My personal speed stories:
The drive to Las Vegas from Los Angeles is along I-15. Due to restricted airspace and other reasons, the common air route was the same - along I-15 - through Dagget/Barstow California. One day as I was working the low altitude sector on that route, a Cessna pilot near Dagget asked me his ground speed (aircraft fly through the air so they know their air speed, but only know their speed over the ground if they have the equipment, do the math, or ask an Air Traffic Controller with RADAR to tell them). I responded "about 130 knots." He replied "Well, that's what I thought, but a Porsche just passed me on the highway down there like I wasn't moving!" Must have been a Twin-Turbo!
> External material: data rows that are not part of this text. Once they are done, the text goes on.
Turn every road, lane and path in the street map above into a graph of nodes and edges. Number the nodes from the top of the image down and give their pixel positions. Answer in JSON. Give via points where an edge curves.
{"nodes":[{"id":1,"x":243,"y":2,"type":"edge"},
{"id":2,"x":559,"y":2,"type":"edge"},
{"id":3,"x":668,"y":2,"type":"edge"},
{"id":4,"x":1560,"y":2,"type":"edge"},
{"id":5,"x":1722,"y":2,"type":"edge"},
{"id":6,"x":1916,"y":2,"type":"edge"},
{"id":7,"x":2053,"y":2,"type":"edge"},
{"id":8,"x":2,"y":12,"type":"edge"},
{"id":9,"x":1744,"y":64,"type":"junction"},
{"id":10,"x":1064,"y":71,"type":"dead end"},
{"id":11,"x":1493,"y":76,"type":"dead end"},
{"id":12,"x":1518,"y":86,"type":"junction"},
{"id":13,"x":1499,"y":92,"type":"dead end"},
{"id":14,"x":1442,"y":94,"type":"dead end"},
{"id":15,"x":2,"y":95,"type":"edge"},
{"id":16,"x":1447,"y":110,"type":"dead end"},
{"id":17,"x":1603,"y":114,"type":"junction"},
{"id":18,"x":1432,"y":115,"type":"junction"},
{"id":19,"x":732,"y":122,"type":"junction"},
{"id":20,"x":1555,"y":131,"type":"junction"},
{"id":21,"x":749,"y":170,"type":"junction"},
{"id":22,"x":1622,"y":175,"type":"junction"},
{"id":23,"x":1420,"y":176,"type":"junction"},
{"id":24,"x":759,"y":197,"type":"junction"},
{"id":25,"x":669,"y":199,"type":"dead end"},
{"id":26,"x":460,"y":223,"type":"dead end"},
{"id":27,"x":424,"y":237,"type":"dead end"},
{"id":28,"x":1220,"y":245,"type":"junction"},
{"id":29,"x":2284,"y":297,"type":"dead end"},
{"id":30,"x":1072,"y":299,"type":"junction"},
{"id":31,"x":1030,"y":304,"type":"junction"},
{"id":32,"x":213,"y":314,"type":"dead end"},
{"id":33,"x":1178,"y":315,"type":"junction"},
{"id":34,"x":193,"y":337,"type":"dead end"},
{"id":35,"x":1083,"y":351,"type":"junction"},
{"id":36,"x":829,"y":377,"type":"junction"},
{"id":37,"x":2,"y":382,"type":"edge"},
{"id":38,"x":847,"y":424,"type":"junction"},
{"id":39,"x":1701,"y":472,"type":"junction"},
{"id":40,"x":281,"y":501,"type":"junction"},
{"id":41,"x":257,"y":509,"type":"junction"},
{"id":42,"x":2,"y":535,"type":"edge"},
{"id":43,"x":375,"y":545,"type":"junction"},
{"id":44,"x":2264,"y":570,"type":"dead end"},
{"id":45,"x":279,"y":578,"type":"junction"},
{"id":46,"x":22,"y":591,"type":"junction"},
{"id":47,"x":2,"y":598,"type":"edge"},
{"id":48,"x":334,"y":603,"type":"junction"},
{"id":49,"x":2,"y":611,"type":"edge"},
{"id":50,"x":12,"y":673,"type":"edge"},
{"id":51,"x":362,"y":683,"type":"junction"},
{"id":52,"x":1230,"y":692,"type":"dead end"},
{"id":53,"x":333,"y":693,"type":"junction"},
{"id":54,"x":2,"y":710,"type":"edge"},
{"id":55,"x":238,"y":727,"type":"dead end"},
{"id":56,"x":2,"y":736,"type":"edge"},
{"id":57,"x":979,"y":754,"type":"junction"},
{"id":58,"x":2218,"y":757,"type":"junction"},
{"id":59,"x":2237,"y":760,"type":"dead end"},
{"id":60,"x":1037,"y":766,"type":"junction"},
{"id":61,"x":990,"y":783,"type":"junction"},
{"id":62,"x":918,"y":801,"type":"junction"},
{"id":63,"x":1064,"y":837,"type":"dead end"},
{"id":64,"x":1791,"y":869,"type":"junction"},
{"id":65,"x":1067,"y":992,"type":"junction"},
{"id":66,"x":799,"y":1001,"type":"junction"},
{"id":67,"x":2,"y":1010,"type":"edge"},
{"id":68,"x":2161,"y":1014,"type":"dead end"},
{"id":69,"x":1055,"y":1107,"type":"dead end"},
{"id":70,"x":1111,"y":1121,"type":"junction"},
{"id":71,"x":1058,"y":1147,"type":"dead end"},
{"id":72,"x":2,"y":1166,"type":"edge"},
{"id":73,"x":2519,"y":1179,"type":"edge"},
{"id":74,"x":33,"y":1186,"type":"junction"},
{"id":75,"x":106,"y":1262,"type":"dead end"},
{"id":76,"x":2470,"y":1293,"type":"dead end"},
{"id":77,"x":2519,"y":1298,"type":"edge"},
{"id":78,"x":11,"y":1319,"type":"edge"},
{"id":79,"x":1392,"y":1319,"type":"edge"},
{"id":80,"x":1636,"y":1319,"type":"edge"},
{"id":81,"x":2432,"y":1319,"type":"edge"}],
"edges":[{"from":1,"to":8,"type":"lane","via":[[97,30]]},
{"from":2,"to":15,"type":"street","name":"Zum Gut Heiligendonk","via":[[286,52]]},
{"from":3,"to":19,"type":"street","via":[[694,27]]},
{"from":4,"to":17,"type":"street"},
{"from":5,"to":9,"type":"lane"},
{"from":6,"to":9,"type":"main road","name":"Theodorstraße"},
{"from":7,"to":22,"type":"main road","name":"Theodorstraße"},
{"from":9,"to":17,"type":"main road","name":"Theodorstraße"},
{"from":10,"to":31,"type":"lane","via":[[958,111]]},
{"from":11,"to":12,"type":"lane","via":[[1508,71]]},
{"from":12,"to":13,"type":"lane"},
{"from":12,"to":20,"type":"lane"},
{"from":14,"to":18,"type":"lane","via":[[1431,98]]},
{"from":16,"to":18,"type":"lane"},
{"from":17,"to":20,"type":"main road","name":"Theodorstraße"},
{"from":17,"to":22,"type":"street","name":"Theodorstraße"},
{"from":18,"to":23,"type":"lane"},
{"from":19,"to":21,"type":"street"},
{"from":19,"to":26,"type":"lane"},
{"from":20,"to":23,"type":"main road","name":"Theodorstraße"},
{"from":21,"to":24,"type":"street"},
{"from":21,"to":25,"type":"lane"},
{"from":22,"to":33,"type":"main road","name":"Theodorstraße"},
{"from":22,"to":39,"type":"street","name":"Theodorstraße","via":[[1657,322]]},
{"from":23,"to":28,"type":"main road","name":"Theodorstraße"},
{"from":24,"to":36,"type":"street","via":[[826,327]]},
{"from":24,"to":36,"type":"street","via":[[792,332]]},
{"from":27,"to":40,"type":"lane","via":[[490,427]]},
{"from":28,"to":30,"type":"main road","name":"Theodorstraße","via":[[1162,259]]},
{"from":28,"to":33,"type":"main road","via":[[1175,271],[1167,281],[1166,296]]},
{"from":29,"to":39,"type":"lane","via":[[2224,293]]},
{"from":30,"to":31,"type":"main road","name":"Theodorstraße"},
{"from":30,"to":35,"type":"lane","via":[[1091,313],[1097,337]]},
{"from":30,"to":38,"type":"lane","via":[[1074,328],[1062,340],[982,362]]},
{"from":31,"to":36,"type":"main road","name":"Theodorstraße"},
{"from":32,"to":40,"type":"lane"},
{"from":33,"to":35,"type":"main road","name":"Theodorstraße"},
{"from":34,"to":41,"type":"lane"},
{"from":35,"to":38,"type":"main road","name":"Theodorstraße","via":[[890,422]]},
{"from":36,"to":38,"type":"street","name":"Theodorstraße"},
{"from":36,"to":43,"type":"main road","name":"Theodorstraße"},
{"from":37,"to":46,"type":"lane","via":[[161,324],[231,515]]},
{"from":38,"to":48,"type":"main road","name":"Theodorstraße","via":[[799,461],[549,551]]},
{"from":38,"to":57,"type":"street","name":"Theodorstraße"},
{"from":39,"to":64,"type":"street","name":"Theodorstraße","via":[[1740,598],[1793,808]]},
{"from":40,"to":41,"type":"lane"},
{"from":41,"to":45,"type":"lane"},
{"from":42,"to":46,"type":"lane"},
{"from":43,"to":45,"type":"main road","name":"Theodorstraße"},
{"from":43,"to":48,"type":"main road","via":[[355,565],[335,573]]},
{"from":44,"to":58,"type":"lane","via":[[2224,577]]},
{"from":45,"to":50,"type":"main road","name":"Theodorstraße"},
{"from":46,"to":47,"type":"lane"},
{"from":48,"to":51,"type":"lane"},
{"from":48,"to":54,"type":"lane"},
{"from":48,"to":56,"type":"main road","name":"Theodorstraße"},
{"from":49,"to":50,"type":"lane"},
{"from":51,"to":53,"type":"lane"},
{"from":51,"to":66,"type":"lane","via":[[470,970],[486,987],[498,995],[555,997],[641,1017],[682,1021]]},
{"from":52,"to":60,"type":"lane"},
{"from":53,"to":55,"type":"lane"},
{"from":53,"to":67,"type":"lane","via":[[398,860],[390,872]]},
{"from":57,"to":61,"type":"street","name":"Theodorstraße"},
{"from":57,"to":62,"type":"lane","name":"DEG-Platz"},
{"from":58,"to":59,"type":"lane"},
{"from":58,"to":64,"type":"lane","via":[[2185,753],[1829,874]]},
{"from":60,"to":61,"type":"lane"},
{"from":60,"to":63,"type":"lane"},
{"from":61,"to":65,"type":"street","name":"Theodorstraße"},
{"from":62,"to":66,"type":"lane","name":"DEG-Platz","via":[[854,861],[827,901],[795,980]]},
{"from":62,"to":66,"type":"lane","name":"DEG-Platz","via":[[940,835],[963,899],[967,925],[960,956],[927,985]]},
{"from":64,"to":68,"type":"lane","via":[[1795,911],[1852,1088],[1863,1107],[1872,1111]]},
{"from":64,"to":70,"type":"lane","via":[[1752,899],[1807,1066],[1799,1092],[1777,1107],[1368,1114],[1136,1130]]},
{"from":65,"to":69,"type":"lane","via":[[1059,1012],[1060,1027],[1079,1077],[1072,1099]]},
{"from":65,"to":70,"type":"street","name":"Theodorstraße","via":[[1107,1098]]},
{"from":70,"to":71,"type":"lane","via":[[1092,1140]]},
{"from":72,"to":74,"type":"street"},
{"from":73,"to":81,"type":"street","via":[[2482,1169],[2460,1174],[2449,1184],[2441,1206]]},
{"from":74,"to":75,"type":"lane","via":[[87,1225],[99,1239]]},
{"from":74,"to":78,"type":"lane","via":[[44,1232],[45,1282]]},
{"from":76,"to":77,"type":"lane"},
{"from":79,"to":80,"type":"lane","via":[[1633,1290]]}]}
Conversely, once when I was working in the Midwest, I had a Cessna 152 that I kept losing RADAR contact with, but he was still there, in radio contact, and well high enough for RADAR coverage. I asked my supervisor about it who informed me that our particular RADARs couldn't track anything less than 30 knots (I was still rather "green" in those days so didn't know all the RADAR limitations). Turned out the airplane was flying into a strong enough headwind that he was moving forward at less than 30 knots! So an hour later I went on a break and the Cessna was still basically in the same location. I informed the person relieving me of the situation and went to lunch. 30 minutes later I returned and took the same RADAR position only to see the same guy now 20-30 miles further EAST of where he had been a half-hour earlier but he had been flying WEST bound! He actually lost ground while I was on break! He had at least a 90 knot headwind that apparently was gusting to over 120! This made me concerned, so I asked the pilot his fuel remaining. It was about 8 hours. He was trying to fly from Bloomington IN to St. Louis MO - about 200 miles by plane and normally less than 2 hrs for this aircraft and only three and a half by car. However, it appeared he was never going to make it. I suggested either turning back and try another day or try changing altitude to find a more favorable wind. He decided to try a lower altitude where he found a ground speed of a 60 knots and made it to the St. Louis area before dark.
Ahh, the good ole' days...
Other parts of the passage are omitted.